1. Field of the Invention
The tubular expandable cover disclosed herein is in the field of flexible elastomeric or rubber type envelopes used to contain and protect machine parts. These sleeve-like devices are generally known as boots, and are usually tapered and convoluted in form. An important use for such boots is to protect the constant velocity (“C-V”) joints as used in modern automobile drive axles.
2. Prior Art
A typical automobile half axle will carry both an inner and an outer C-V joint each protected by boots. The boots are necessary to retain lubricants and prevent entry of foreign materials. Performance requirements are high, and include longevity, flexibility, limited stretchability, chemical resistance, tolerance to high heat and freezing cold, and the toughness necessary to resist road debris. The outer boot is particularly vulnerable due both to its exposure and the extreme flexing required during steering. Presently there are no sensors available to monitor the condition of the boot and communicate this knowledge to the operator. Unfortunately when the protection of the boot is lost the C-V joint will have a short remaining life.
These requirements have generated a large number of material and conformation studies in an attempt to prevent premature boot failure. Many improvements appear to have come in new materials rather than new structure. In the case of materials, examples of such efforts can be seen in patent application publication 20030137078 to Katoh and U.S. Pat. No. 6,085,797 by Grabaum et al., among many others. For examples of structural changes, U.S. Pat. No. 5,645,286 by Katoh, and U.S. Pat. No. 5,236,394 by Collins et al., can be seen—again among many others. Despite these efforts, boot failure is an ongoing problem due primarily to the inherent fragility of the boot, its harsh usage and exposure to road debris. The material of such boots inevitably degrades with extended use. Therefore it is very probable that boot replacement will be required at some time during the life of most automobiles.
However, boot replacement is difficult because the C-V joint housings at each end of the automotive half-axle are much larger than the interior shaft. It follows that without C-V joint dis-assembly, the shaft sized end of the boot must be passed over the joint housing. This invention allows the boot to expand readily to make this transition, thereby significantly easing the job of boot replacement, particularly when skilled help or special tooling is not available.
While the boot was primarily conceived as a means for ready boot replacement, particularly under field conditions, it will be clear that a boot having this expandable characteristic will also offer significant cost savings to a manufacturer of the drive axles themselves.
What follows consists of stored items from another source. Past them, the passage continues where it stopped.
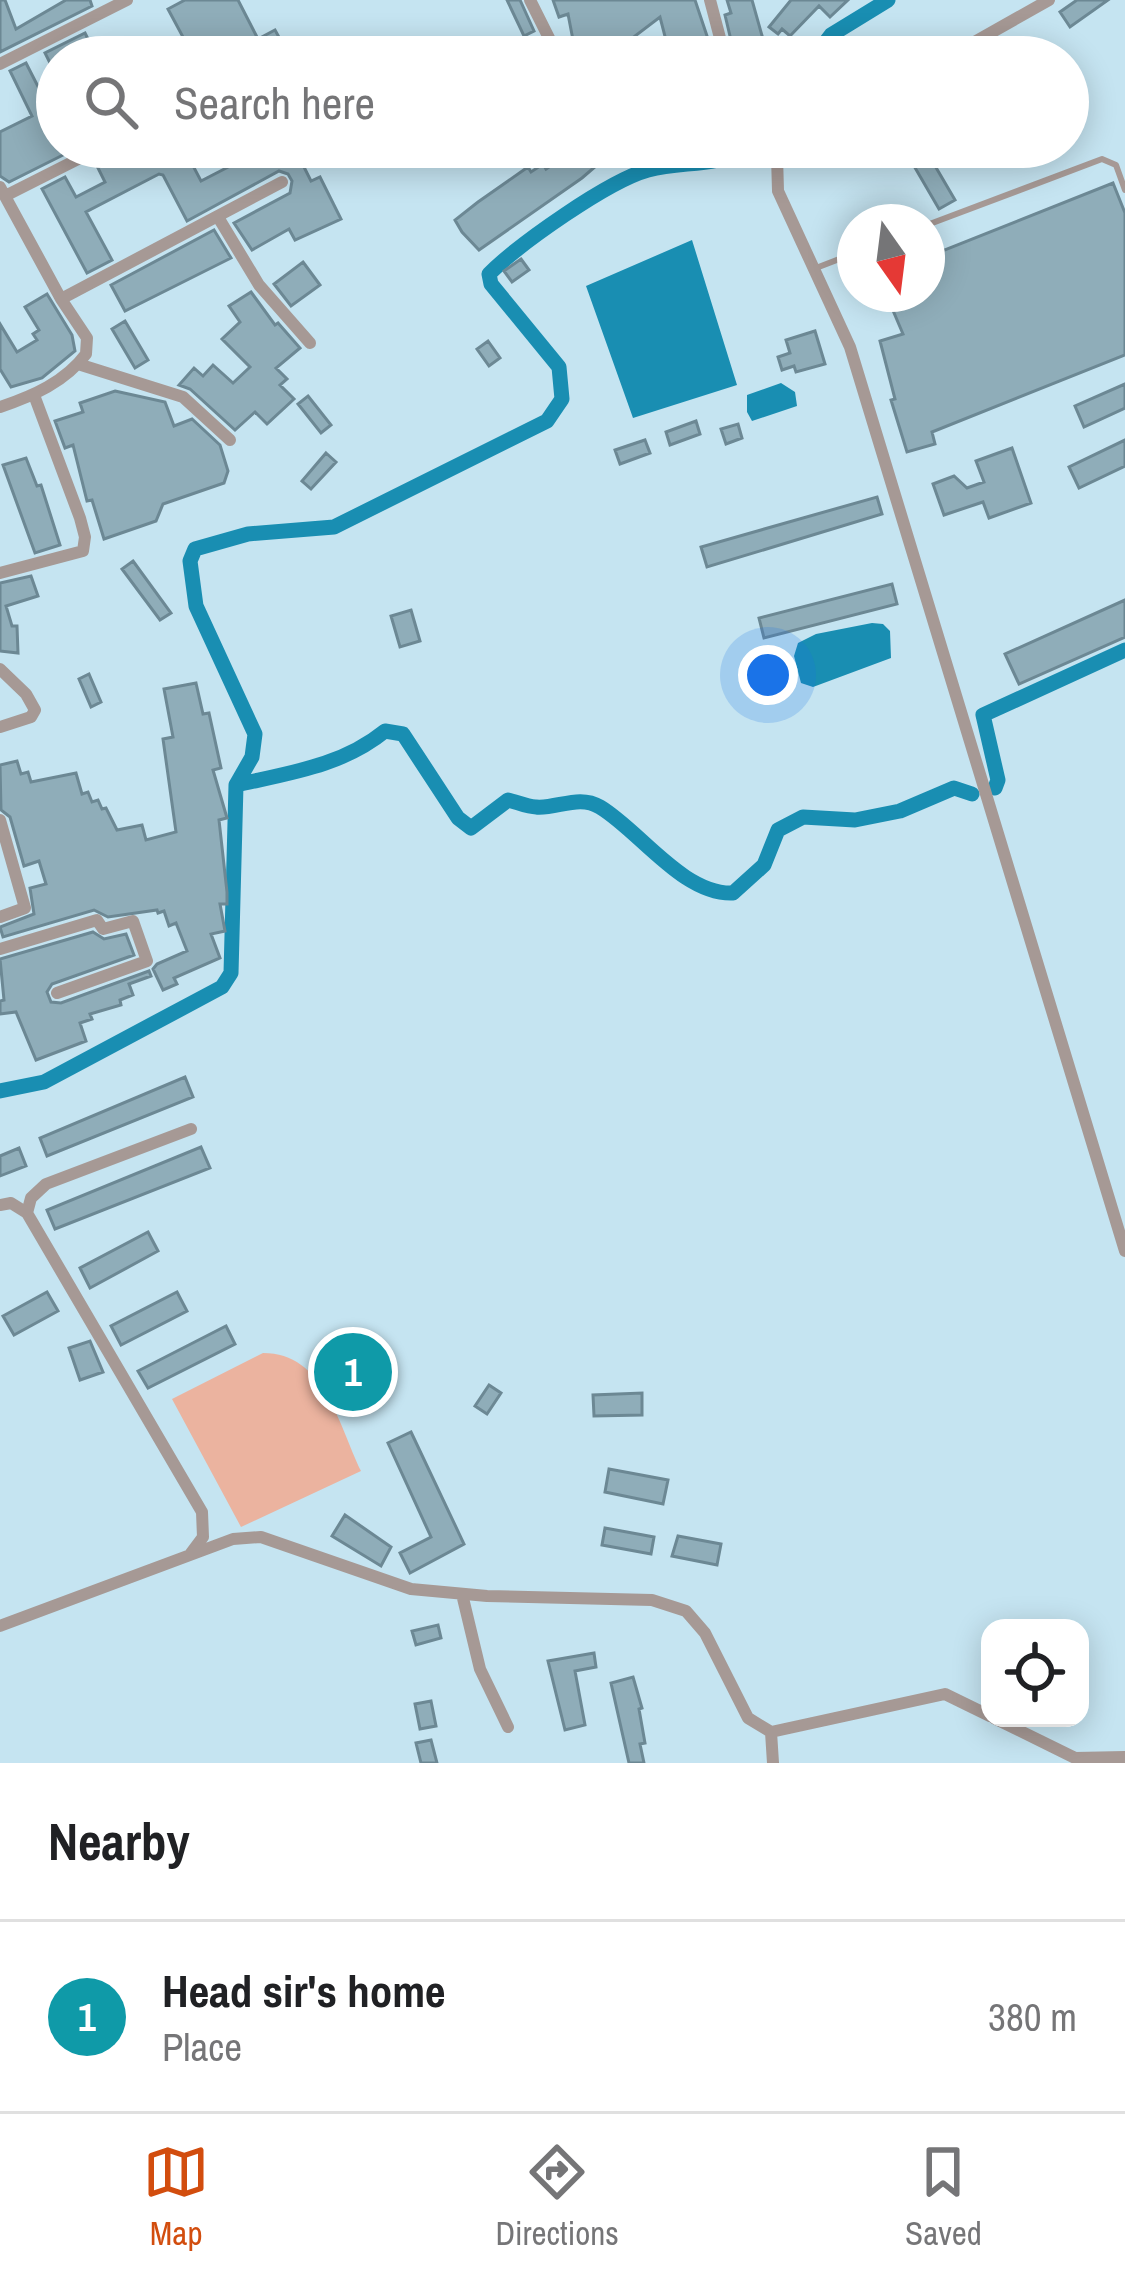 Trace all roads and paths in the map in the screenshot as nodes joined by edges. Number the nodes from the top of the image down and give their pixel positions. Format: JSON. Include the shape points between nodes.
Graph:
{"nodes":[{"id":1,"x":127,"y":0,"type":"edge"},
{"id":2,"x":530,"y":0,"type":"edge"},
{"id":3,"x":710,"y":0,"type":"edge"},
{"id":4,"x":1049,"y":0,"type":"edge"},
{"id":5,"x":56,"y":36,"type":"edge"},
{"id":6,"x":548,"y":36,"type":"edge"},
{"id":7,"x":719,"y":36,"type":"edge"},
{"id":8,"x":985,"y":36,"type":"edge"},
{"id":9,"x":36,"y":46,"type":"edge"},
{"id":10,"x":0,"y":64,"type":"edge"},
{"id":11,"x":1089,"y":164,"type":"edge"},
{"id":12,"x":55,"y":168,"type":"edge"},
{"id":13,"x":777,"y":168,"type":"edge"},
{"id":14,"x":1078,"y":168,"type":"edge"},
{"id":15,"x":282,"y":182,"type":"dead end"},
{"id":16,"x":1125,"y":190,"type":"edge"},
{"id":17,"x":3,"y":191,"type":"edge"},
{"id":18,"x":218,"y":217,"type":"junction"},
{"id":19,"x":945,"y":218,"type":"edge"},
{"id":20,"x":837,"y":260,"type":"edge"},
{"id":21,"x":816,"y":268,"type":"junction"},
{"id":22,"x":62,"y":299,"type":"junction"},
{"id":23,"x":310,"y":343,"type":"dead end"},
{"id":24,"x":78,"y":364,"type":"junction"},
{"id":25,"x":34,"y":395,"type":"junction"},
{"id":26,"x":2,"y":401,"type":"edge"},
{"id":27,"x":230,"y":440,"type":"dead end"},
{"id":28,"x":0,"y":573,"type":"edge"},
{"id":29,"x":0,"y":669,"type":"edge"},
{"id":30,"x":0,"y":727,"type":"edge"},
{"id":31,"x":0,"y":820,"type":"edge"},
{"id":32,"x":0,"y":917,"type":"edge"},
{"id":33,"x":0,"y":949,"type":"edge"},
{"id":34,"x":57,"y":993,"type":"dead end"},
{"id":35,"x":191,"y":1129,"type":"dead end"},
{"id":36,"x":0,"y":1205,"type":"edge"},
{"id":37,"x":27,"y":1214,"type":"junction"},
{"id":38,"x":1125,"y":1251,"type":"edge"},
{"id":39,"x":190,"y":1554,"type":"junction"},
{"id":40,"x":462,"y":1594,"type":"junction"},
{"id":41,"x":0,"y":1626,"type":"edge"},
{"id":42,"x":981,"y":1712,"type":"edge"},
{"id":43,"x":508,"y":1727,"type":"dead end"},
{"id":44,"x":1012,"y":1727,"type":"edge"},
{"id":45,"x":771,"y":1732,"type":"junction"},
{"id":46,"x":1125,"y":1757,"type":"edge"},
{"id":47,"x":773,"y":1763,"type":"edge"}],
"edges":[{"from":1,"to":5,"type":"street"},
{"from":2,"to":6,"type":"street"},
{"from":3,"to":7,"type":"street"},
{"from":4,"to":8,"type":"street"},
{"from":9,"to":10,"type":"street"},
{"from":11,"to":16,"type":"lane","via":[[1116,165]]},
{"from":12,"to":17,"type":"street"},
{"from":13,"to":21,"type":"street","via":[[778,191]]},
{"from":14,"to":19,"type":"lane"},
{"from":15,"to":18,"type":"street"},
{"from":17,"to":22,"type":"street"},
{"from":18,"to":22,"type":"street"},
{"from":18,"to":23,"type":"street","via":[[259,285]]},
{"from":20,"to":21,"type":"lane"},
{"from":21,"to":38,"type":"street","via":[[850,347]]},
{"from":22,"to":24,"type":"street","via":[[87,338]]},
{"from":24,"to":25,"type":"street"},
{"from":24,"to":27,"type":"street","via":[[183,397]]},
{"from":25,"to":26,"type":"street"},
{"from":25,"to":28,"type":"street","via":[[86,537],[83,551]]},
{"from":29,"to":30,"type":"street","via":[[35,710]]},
{"from":31,"to":32,"type":"street","via":[[25,908]]},
{"from":33,"to":34,"type":"street","via":[[97,920],[102,928],[134,922],[146,962]]},
{"from":35,"to":37,"type":"street","via":[[46,1184]]},
{"from":36,"to":37,"type":"street"},
{"from":37,"to":39,"type":"street","via":[[202,1513],[203,1537]]},
{"from":39,"to":40,"type":"street","via":[[260,1537],[411,1588]]},
{"from":39,"to":41,"type":"street"},
{"from":40,"to":43,"type":"street","via":[[480,1669]]},
{"from":40,"to":45,"type":"street","via":[[652,1600],[686,1611],[748,1718]]},
{"from":42,"to":45,"type":"street","via":[[945,1694]]},
{"from":44,"to":46,"type":"street","via":[[1075,1758]]},
{"from":45,"to":47,"type":"street"}]}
Presently, failed C-V boots may be replaced in several ways, one being to remove the entire shaft and replace the boots on the bench. This procedure often requires draining the differential oil, separating a wheel and part of the suspension, then sliding the shaft inner spline through an “O” ring case seal, and finally dis-assembly of at least one C-V joint. Conventional boots may then be installed. However, C-V joints must be disassembled with care, and reassembly is easily botched. If the shaft carries a vibration damper within its reach, additional assembly and reassembly will be required.
The skills and time required for successful fit-up of C-V joints has prompted many technicians to replace the entire axle including shafts, joints and boots as a complete unit. The cost differential to the customer between one needed flexible boot and one complete axle assembly can be readily appreciated.
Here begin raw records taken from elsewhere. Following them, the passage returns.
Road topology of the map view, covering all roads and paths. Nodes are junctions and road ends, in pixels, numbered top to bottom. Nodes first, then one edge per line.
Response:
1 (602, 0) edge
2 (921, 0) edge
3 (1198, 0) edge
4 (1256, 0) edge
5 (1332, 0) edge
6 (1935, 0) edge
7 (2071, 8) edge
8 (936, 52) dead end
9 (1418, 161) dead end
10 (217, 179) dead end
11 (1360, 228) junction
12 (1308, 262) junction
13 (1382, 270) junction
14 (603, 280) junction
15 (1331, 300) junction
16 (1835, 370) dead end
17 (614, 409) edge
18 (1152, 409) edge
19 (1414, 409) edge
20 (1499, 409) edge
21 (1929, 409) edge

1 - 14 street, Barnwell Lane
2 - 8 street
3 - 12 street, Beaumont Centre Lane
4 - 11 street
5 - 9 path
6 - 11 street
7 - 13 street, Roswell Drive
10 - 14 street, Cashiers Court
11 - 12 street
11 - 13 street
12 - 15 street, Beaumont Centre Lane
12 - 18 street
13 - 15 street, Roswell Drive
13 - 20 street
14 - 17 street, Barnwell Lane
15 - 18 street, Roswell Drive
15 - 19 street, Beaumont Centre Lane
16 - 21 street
Therefore it is desirable from the customer's viewpoint to replace the failed boot only. Several methods to reduce the labor and risk incurred by complete removal and axle dis-assembly are in present use. Two methods may be remarked upon, both of which find their best use in replacing the outer boot only, and both of which, unfortunately, compromise boot performance to some degree.
One method uses a type of boot having a lengthwise split or two in its casing. Mating sides of the split carry cooperating elements that locate against each other when the boot is properly assembled around the C-V joint. The split side must be carefully fastened together with screws, rivets, or adhesives according to the particulars of the design. Localized and unusual stress patterns adversely affect the life of such units. U.S. Pat. No. 5,845,911 by Gimino and U.S. Pat. No. 6,139,027 by Biekx address this method. Such a device is offered by J. C. Whitney Co. as part WA556587U.
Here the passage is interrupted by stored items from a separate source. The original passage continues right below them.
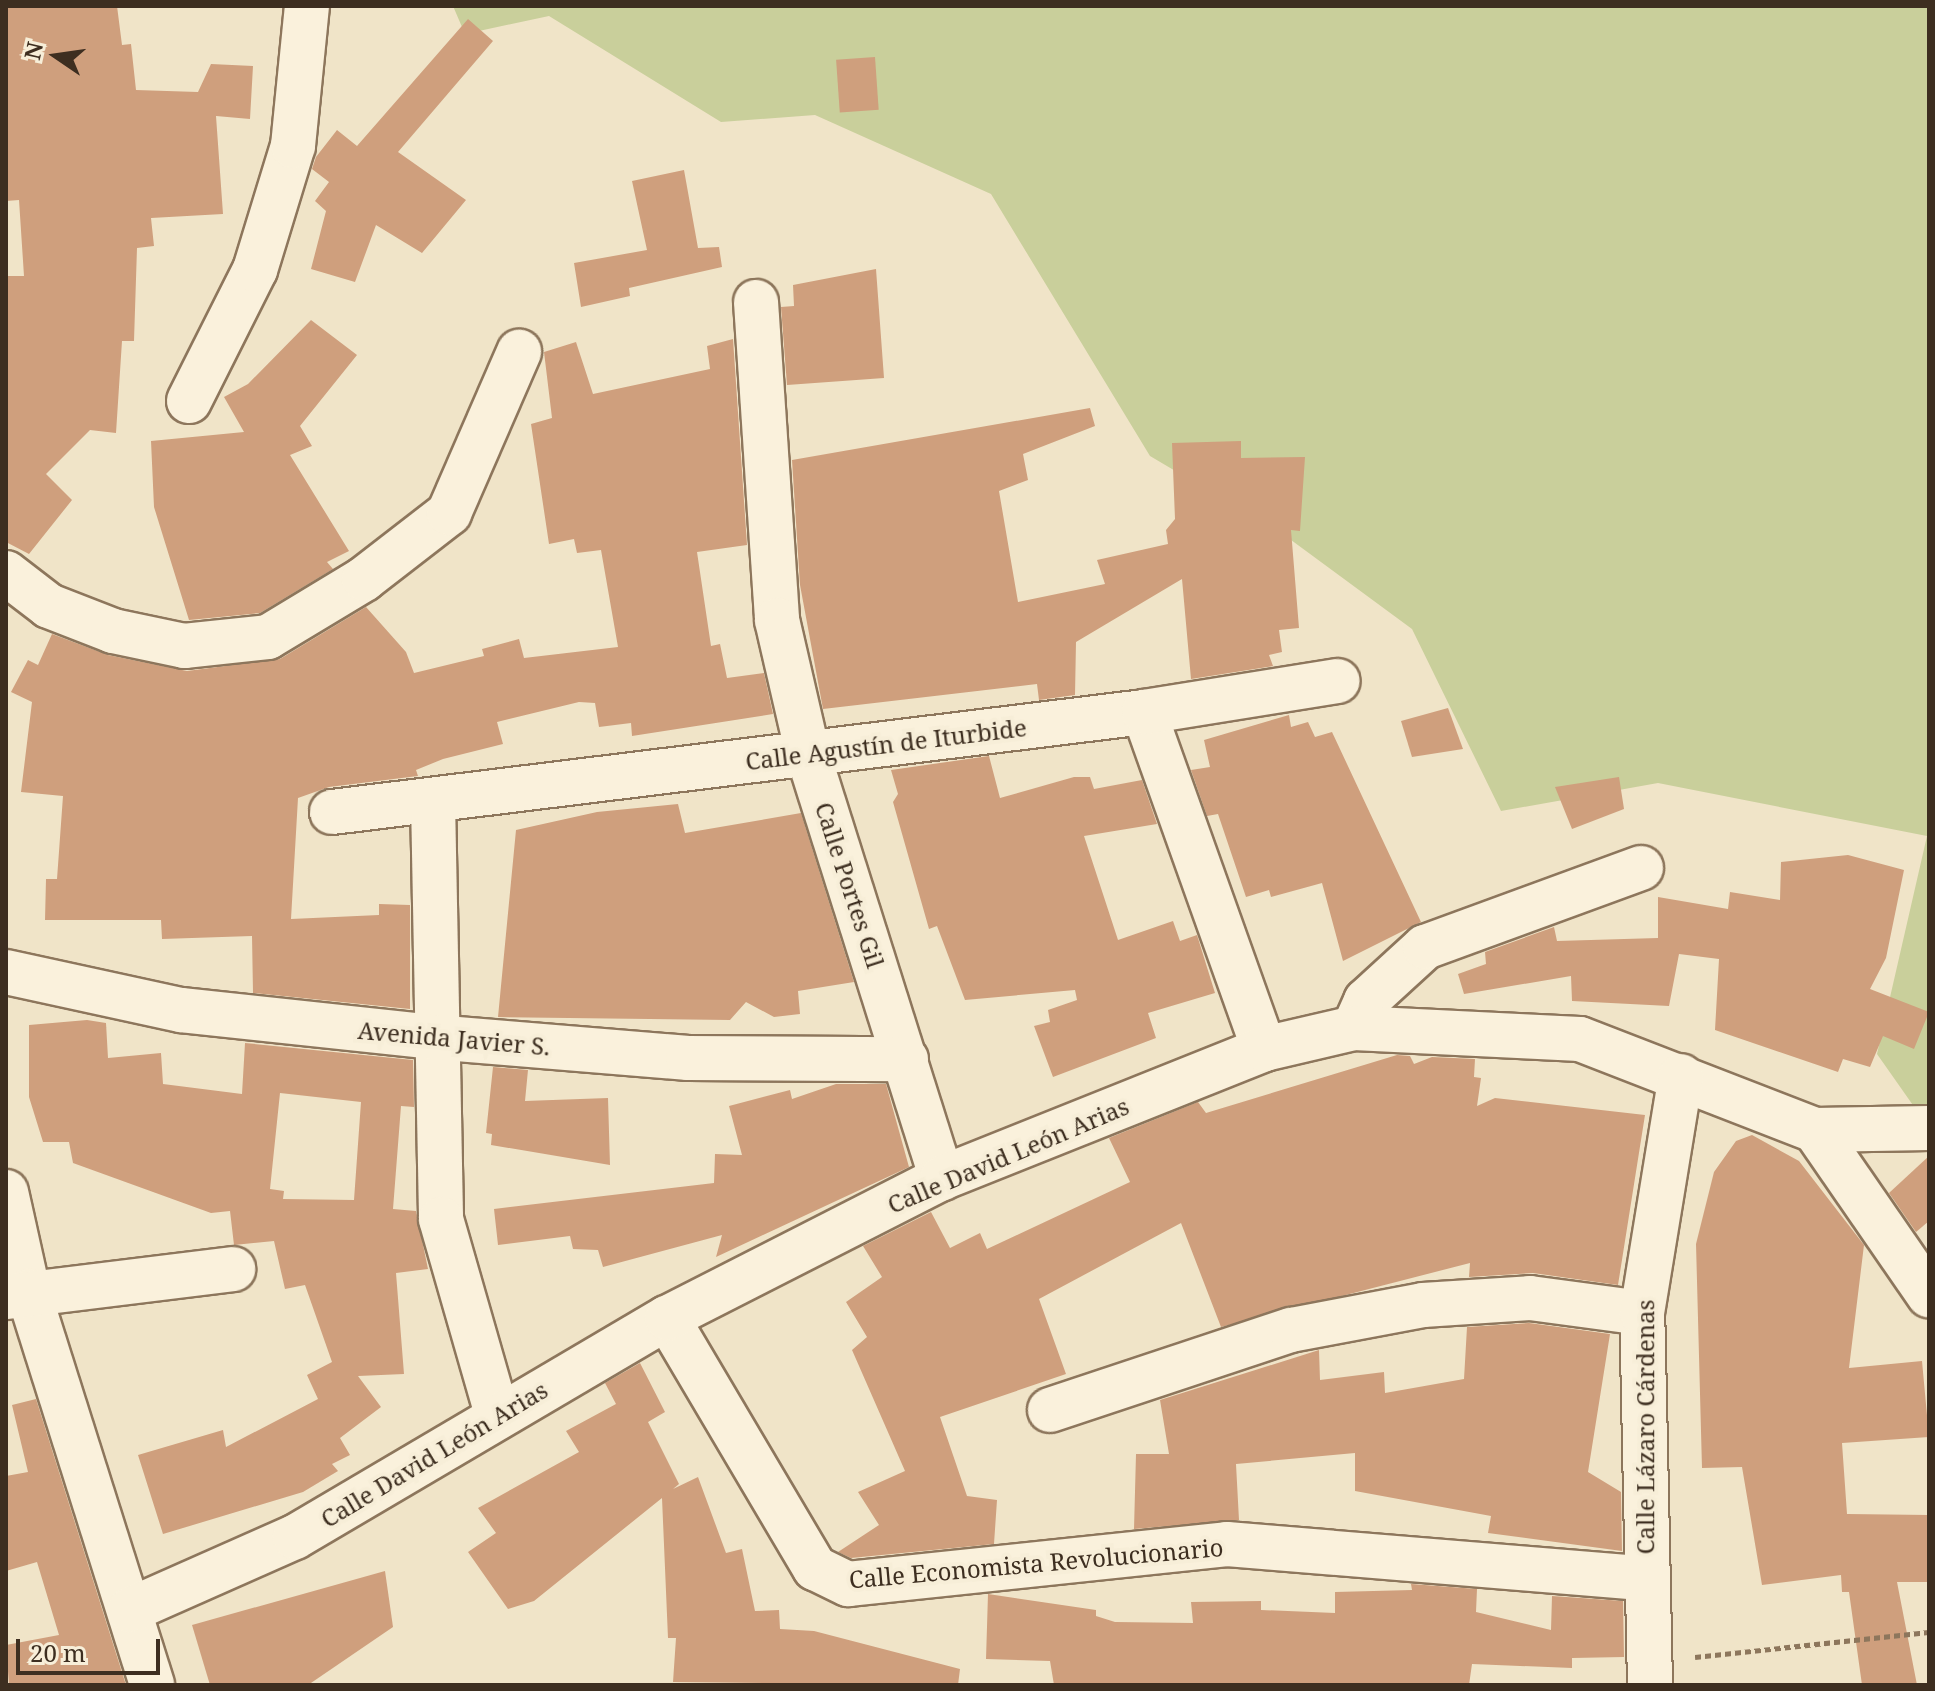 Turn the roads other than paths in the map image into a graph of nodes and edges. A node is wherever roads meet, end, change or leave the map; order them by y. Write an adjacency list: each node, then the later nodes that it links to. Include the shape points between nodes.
1 (307, 6): 4 (street, via 293,146 255,270)
2 (756, 302): 8 (street, Calle Portes Gil, via 777,620)
3 (519, 352): 5 (street, via 449,513 364,579 268,637 184,646 113,631 49,606)
4 (189, 401)
5 (6, 573)
6 (1338, 681): 7 (street, Calle Agustín de Iturbide)
7 (1144, 712): 8 (street, Calle Agustín de Iturbide); 15 (street)
8 (808, 754): 9 (street, Calle Agustín de Iturbide); 16 (street, Calle Portes Gil)
9 (433, 800): 10 (street, Calle Agustín de Iturbide); 14 (street)
10 (332, 812)
11 (1641, 868): 13 (street, via 1425,947 1366,1001)
12 (6, 972): 14 (street, Avenida Javier S., via 181,1010)
13 (1354, 1028): 15 (street, Calle David León Arias); 17 (street, Calle David León Arias, via 1580,1039)
14 (433, 1037): 16 (street, Avenida Javier S., via 688,1058); 28 (street, via 441,1219)
15 (1264, 1049): 20 (street, Calle David León Arias)
16 (906, 1059): 20 (street, Calle Portes Gil)
17 (1681, 1076): 19 (street, Calle David León Arias); 25 (street, Calle Lázaro Cárdenas)
18 (1929, 1128): 19 (street)
19 (1815, 1130): 24 (street)
20 (942, 1178): 26 (street, Calle David León Arias)
21 (6, 1192): 23 (street)
22 (233, 1269): 23 (street)
23 (17, 1294): 30 (street)
24 (1929, 1295)
25 (1642, 1313): 27 (street, via 1530,1298 1423,1305 1291,1330); 29 (street, Calle Lázaro Cárdenas)
26 (667, 1318): 28 (street, Calle David León Arias); 29 (street, Calle Economista Revolucionario, via 815,1568 848,1584 1227,1544)
27 (1050, 1410)
28 (497, 1414): 30 (street, Calle David León Arias, via 295,1537)
29 (1645, 1578): 31 (street, Calle Lázaro Cárdenas)
30 (130, 1610): 32 (street)
31 (1649, 1673)
32 (152, 1685)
In another system the smaller shaft end of the boot is stretched radially to pass over the joint housing. A special expanding shoe stretches the shaft end to the housing diameter and holds it there as the boot is forced off the shoe and over the joint housing. The degree of stretch required is formidable. As an example a typical C-V joint may have an input shaft diameter of 30 mm and a housing diameter of 80 mm representing a peripheral increase from 94 to 280 mm. Therefore a significant reduction from the typical boot wall thickness, and choice of a more stretchable material, is often required. An example of a tool for such boot stretching is claimed in patent publication 2004/0261238 by Boudreault. Inner boots cannot be replaced by this stretching method if an intervening vibration damper (which is close to the housing in size) is mounted on the shaft.
With all methods not using a split boot casing, partial dis-assembly of the outer axle support is required to give surrounding access to the C-V joint.